*** Provided records Section Begins ***
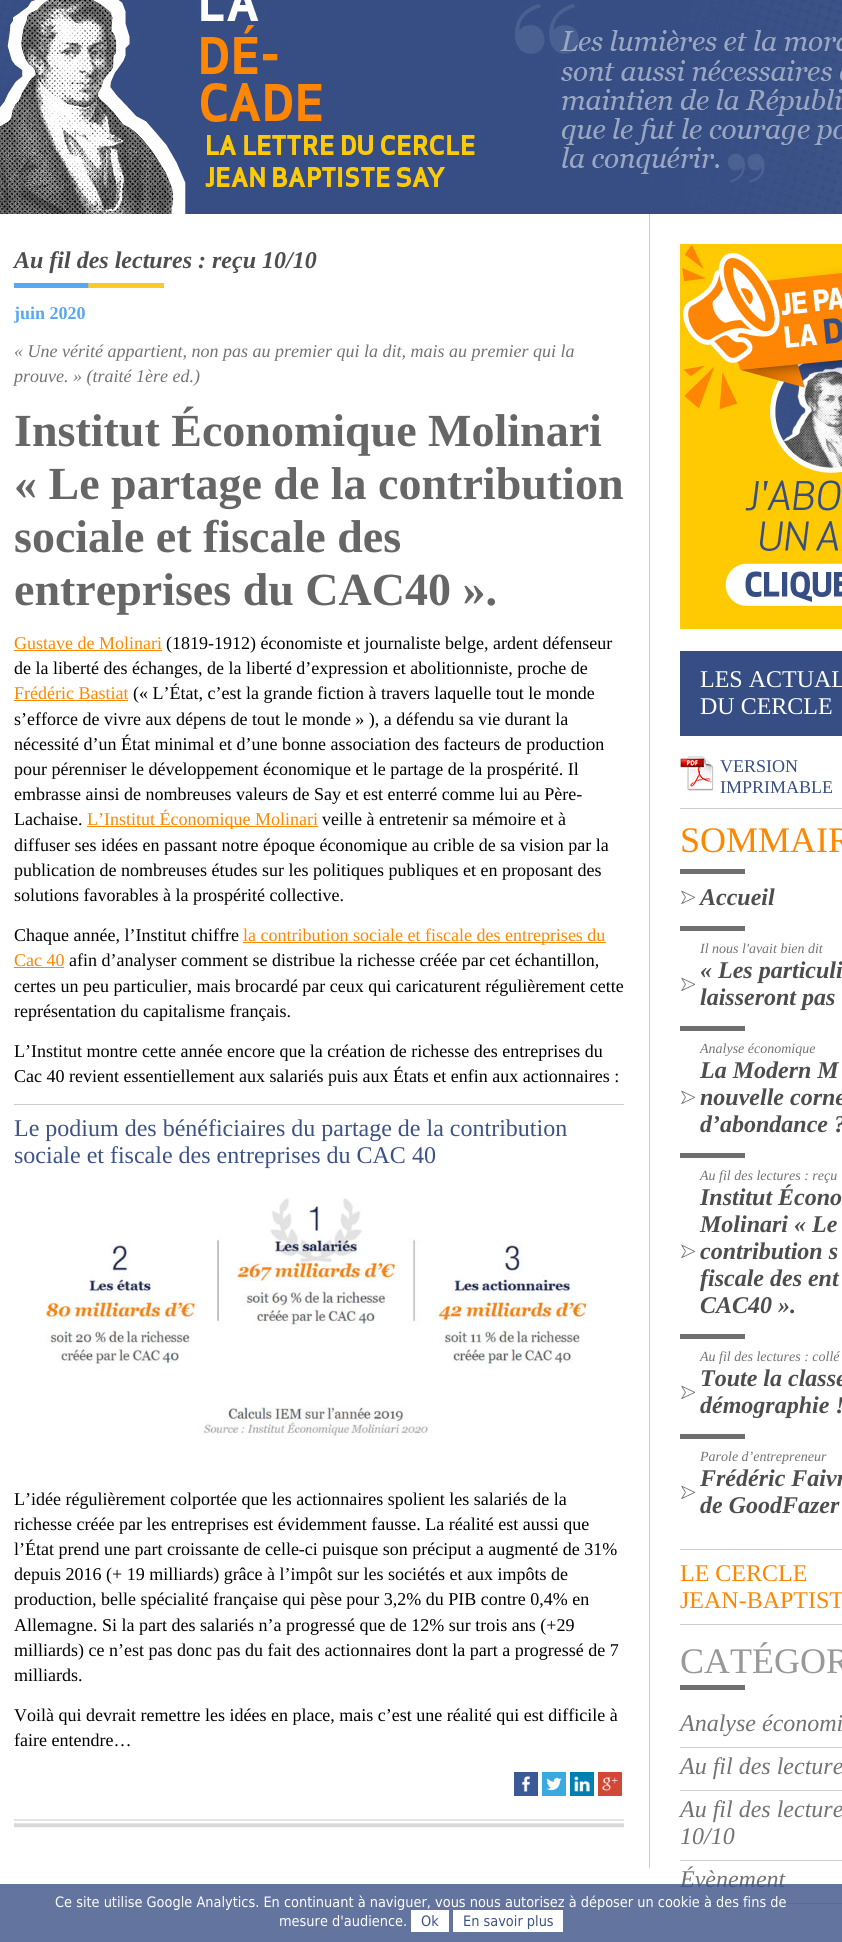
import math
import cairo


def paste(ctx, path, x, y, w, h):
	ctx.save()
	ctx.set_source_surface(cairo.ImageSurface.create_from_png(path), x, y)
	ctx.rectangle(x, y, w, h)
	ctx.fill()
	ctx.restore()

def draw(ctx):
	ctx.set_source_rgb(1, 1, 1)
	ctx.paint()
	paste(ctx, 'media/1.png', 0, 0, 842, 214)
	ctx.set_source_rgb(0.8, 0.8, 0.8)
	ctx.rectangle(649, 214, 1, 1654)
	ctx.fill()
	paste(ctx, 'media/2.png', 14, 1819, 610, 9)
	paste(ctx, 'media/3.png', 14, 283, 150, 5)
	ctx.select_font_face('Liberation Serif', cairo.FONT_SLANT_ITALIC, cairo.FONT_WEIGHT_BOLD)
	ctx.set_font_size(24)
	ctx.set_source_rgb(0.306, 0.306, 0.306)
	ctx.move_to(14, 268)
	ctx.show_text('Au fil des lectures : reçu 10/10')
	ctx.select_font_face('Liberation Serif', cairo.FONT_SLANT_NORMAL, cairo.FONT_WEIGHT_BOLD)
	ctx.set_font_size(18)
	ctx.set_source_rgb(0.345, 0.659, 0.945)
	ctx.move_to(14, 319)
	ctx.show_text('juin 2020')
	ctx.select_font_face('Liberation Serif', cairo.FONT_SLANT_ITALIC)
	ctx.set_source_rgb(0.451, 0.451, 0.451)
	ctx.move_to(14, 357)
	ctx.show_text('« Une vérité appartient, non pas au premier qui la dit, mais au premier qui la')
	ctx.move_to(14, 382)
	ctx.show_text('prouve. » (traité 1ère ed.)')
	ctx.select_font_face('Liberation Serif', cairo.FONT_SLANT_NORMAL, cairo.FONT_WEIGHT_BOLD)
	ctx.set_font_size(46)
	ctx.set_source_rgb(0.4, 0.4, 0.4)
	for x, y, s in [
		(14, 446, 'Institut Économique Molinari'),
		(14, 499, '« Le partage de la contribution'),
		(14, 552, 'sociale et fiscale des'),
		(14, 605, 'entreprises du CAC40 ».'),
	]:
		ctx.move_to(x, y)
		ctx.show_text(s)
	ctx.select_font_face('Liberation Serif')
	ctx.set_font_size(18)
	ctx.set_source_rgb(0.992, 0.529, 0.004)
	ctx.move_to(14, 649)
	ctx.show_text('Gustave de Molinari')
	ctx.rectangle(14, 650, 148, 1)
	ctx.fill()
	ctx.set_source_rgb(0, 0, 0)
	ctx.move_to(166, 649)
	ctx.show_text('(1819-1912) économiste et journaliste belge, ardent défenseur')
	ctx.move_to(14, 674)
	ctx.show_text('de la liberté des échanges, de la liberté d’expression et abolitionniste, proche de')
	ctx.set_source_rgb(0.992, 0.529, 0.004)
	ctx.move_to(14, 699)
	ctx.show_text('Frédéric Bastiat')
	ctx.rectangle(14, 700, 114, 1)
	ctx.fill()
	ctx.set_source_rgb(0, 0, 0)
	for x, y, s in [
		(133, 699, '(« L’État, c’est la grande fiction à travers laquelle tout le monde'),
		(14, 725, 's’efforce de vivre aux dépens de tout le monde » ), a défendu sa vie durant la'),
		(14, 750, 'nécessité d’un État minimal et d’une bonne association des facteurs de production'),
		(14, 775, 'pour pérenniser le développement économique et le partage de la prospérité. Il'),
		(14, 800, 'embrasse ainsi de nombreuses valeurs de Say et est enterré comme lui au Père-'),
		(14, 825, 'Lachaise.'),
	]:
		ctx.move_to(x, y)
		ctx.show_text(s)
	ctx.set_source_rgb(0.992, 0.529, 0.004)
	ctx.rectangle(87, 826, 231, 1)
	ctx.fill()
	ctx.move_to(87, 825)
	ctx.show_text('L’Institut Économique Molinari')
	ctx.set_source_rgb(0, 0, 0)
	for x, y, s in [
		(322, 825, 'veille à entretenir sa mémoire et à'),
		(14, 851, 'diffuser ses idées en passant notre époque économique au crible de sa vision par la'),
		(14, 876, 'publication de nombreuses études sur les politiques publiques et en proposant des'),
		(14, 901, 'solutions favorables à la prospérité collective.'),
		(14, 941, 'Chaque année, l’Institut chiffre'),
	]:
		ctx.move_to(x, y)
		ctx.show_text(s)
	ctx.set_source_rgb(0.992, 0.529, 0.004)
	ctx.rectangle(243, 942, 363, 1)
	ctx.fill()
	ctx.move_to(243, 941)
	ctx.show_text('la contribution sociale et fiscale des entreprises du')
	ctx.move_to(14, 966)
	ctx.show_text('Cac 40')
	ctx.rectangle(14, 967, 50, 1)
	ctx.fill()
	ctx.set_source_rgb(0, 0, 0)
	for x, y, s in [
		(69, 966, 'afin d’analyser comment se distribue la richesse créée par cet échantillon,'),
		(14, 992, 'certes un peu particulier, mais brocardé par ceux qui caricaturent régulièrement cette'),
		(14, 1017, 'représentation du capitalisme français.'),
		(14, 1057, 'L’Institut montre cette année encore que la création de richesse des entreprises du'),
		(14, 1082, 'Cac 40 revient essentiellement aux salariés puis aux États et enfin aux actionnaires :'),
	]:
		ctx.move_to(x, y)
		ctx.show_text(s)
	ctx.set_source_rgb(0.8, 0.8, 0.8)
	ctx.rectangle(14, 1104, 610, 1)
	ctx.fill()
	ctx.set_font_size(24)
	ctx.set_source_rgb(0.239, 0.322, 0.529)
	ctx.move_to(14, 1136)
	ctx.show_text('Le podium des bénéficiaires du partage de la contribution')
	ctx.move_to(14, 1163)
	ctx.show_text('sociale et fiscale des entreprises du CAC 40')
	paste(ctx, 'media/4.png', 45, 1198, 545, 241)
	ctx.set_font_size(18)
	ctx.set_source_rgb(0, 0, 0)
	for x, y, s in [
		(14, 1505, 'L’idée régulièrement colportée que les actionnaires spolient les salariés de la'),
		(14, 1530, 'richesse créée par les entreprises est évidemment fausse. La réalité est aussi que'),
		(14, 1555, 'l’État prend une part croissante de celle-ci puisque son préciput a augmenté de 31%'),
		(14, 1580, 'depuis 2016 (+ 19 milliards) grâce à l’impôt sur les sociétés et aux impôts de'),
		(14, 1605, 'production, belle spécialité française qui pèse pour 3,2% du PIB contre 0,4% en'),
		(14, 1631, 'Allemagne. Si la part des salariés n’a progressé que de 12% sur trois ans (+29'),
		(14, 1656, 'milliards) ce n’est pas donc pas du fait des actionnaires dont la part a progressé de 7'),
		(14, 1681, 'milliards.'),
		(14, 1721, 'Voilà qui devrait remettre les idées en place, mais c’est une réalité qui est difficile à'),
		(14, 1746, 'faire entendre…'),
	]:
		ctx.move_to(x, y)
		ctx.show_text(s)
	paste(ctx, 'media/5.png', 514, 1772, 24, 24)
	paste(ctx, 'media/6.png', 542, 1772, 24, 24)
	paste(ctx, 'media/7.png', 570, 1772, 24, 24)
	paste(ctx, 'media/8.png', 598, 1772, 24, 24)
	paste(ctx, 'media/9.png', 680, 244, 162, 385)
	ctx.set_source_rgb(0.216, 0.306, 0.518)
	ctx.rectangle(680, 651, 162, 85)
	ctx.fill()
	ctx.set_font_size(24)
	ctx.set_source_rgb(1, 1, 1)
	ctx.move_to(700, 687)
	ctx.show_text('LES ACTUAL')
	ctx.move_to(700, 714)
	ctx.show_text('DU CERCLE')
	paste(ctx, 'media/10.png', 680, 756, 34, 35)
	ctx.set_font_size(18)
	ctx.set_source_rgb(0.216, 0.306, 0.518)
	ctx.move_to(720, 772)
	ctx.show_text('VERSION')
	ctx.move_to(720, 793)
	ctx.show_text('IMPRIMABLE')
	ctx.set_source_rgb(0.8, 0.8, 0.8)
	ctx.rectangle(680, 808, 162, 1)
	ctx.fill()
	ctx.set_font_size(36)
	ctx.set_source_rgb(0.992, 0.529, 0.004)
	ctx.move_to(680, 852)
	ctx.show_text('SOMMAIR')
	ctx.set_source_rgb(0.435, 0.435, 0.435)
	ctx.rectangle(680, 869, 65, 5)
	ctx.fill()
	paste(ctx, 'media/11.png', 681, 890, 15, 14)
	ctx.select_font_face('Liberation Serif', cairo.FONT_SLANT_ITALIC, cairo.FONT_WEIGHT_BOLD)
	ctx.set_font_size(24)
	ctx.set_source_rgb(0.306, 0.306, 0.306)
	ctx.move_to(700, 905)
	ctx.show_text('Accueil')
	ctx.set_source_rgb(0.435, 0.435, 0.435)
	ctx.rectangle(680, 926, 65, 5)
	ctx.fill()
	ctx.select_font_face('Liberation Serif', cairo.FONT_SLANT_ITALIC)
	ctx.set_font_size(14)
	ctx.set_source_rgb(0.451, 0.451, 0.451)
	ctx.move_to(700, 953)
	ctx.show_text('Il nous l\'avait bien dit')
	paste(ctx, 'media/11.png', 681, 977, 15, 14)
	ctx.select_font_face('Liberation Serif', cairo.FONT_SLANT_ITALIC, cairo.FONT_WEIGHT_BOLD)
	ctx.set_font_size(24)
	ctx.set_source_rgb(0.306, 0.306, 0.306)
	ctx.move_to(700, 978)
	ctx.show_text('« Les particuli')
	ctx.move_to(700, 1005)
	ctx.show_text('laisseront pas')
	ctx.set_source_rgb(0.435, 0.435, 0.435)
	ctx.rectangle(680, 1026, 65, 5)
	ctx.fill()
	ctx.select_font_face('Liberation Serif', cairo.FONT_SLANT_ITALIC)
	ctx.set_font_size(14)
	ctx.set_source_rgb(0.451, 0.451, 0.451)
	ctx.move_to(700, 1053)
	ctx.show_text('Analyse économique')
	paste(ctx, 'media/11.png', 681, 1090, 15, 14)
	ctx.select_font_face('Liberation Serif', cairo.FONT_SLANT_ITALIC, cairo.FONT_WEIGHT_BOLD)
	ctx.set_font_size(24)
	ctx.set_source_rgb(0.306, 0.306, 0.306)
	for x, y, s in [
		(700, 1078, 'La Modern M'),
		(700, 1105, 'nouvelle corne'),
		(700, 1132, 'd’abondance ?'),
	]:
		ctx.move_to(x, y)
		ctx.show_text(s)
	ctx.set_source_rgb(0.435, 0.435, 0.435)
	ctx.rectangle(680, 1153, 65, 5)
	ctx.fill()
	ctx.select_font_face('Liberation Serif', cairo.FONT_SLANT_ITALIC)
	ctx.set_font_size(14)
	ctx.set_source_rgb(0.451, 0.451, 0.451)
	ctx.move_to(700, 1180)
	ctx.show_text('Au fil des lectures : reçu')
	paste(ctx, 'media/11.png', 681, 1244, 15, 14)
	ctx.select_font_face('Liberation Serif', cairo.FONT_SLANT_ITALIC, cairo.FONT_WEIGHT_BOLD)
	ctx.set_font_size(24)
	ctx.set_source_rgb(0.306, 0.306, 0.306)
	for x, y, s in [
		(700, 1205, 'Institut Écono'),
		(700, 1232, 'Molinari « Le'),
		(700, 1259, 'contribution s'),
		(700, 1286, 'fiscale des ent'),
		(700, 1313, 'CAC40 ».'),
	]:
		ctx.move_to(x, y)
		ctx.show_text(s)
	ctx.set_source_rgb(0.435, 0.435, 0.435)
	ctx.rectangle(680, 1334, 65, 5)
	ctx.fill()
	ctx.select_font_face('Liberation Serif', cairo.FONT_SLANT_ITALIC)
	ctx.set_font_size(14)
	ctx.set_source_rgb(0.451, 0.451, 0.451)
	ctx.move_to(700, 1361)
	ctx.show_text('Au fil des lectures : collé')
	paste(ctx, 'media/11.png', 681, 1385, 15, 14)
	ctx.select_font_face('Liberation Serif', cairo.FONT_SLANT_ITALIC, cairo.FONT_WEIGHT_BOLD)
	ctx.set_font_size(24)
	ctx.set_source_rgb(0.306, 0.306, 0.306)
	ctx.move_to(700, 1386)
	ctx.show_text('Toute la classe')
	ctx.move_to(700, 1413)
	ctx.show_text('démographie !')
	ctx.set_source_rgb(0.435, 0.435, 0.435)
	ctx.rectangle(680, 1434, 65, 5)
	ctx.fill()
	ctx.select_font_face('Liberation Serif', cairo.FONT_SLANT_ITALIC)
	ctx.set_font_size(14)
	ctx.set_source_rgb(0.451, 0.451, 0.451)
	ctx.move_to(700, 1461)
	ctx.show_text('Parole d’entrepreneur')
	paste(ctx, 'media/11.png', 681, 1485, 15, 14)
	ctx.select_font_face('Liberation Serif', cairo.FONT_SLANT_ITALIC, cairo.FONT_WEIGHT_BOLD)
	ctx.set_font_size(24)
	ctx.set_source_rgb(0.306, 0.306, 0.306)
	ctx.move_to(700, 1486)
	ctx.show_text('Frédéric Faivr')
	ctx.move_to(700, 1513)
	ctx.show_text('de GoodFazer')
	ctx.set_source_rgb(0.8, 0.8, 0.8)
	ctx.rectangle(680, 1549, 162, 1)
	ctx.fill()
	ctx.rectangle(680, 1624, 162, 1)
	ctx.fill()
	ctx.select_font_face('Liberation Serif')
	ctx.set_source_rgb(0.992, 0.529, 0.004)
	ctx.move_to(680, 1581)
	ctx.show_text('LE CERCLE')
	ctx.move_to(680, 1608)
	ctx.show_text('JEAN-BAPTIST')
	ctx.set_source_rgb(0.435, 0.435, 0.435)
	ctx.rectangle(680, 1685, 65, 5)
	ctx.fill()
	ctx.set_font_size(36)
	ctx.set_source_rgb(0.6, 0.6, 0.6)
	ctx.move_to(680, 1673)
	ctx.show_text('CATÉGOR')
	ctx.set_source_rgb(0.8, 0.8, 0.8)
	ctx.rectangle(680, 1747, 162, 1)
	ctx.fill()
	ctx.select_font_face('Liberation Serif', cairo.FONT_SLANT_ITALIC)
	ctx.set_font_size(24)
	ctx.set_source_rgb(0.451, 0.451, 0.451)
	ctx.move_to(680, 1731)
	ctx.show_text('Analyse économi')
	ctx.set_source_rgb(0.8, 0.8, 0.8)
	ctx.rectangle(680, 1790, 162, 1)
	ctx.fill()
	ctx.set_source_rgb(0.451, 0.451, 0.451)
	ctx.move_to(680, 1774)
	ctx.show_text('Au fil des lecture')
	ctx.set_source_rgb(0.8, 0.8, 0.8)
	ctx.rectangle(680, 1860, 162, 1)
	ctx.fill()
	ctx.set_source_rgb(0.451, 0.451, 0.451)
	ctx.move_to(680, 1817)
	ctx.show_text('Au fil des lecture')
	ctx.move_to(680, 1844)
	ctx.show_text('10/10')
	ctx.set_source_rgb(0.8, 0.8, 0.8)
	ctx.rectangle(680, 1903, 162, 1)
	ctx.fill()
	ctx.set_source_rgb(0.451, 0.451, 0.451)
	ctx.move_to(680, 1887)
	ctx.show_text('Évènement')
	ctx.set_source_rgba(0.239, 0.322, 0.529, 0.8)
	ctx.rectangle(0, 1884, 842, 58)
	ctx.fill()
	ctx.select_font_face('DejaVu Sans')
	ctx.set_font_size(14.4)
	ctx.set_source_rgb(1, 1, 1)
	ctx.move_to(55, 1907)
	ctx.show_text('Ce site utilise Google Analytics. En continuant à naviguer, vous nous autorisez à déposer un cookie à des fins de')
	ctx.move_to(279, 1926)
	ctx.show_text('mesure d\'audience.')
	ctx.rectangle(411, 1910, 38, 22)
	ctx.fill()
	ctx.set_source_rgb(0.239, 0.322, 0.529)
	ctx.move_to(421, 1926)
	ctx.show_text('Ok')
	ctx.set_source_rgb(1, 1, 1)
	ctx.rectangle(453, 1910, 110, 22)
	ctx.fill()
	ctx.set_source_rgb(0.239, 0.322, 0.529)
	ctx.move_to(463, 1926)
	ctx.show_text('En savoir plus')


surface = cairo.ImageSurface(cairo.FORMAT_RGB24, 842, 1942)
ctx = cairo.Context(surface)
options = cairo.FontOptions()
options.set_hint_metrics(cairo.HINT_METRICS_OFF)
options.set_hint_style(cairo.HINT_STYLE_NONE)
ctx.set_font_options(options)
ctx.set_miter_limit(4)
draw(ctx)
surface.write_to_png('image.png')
*** Provided records Section Ends ***
▶ Task objective:
The result is a copy of every line above where the word "partage" shows up.

▶ The answer:
		(14, 499, '« Le partage de la contribution'),
		(14, 775, 'pour pérenniser le développement économique et le partage de la prospérité. Il'),
	ctx.show_text('Le podium des bénéficiaires du partage de la contribution')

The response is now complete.